Еще проблема с письмами была. У меня жена первая была полька, училась со мной в ЛГИТМиКе на одном курсе. А в Польше уже четыре года «Солидарность» вовсю воюет. И тут мне в армию письма идут польские, с иностранными марками. Хотели мне запретить ей отвечать, но я как-то сумел доказать абсурдность этой затеи… В общем, веселья много было.
Служил я в войсках ПВО и со всеми тамошними летчиками был одного возраста. Когда я приехал, в часть как раз привезли три фильма с моим участием. Так что эти летчики посмотрели их и пришли со мной знакомиться. Мы здорово подружились и стали на выходные уезжать из части в город: я ложился на заднее сиденье машины и проезжал незамеченным через КПП. А однажды мы уехали не в пятницу, а в четверг — и как-то упустили из виду, что в воскресенье — всесоюзные выборы. В общем, начальник меня хватился. А больше трех дней отсутствия в части стопроцентный дисбат. Мои друзья сильно за меня испугались. Но я-то законы знаю. Говорю им: спокойно, я вернусь во вторник. Они только за голову хватаются.

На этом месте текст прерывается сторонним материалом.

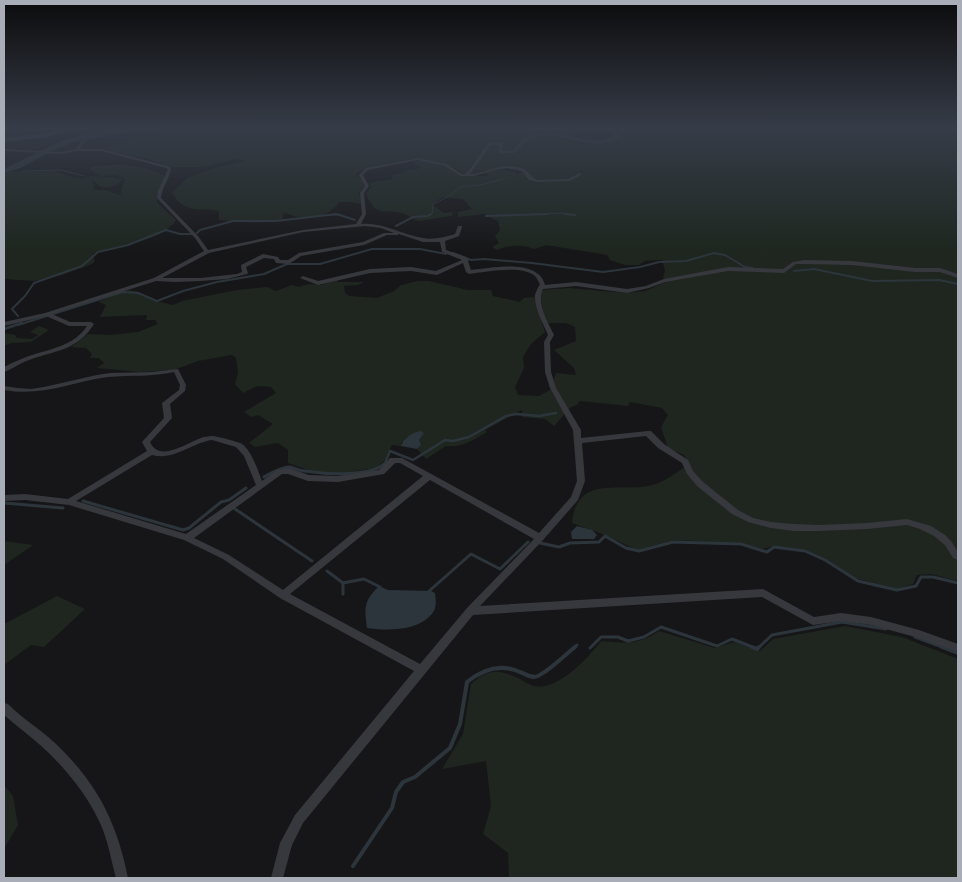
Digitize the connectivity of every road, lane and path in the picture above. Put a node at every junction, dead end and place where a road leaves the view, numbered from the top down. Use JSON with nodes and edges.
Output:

Короче, возвращаюсь во вторник — у начальника истерика: «Ты отсутствовал пять дней! В дисбат отправишься!» Я ему говорю: «Какие пять? Только два». Он рот раскрыл от такой наглости. А я: «Вы что, хотите сказать, что ваша часть проголосовала не полным составом?» Он как завопит: «Вон отсюда!!!» Но больше меня не трогал. Меня умудрились даже отпустить домой не в ноябре, как полагалось по срокам, а 31 декабря вечером. Посадили в поезд, а я через остановку вышел — и обратно в часть. Вот, думаю, сейчас завалюсь в клуб и такое им всем устрою! Они в ужасе: «Ну что еще?» А я говорю: «Не буду Новый год в поезде встречать, и все». Они меня на самолет сажать, а я им: «Но в магазины-то я не успеваю в Ленинграде». В общем, дали мне с собой на прощание еще и трехлитровый бидон спирта.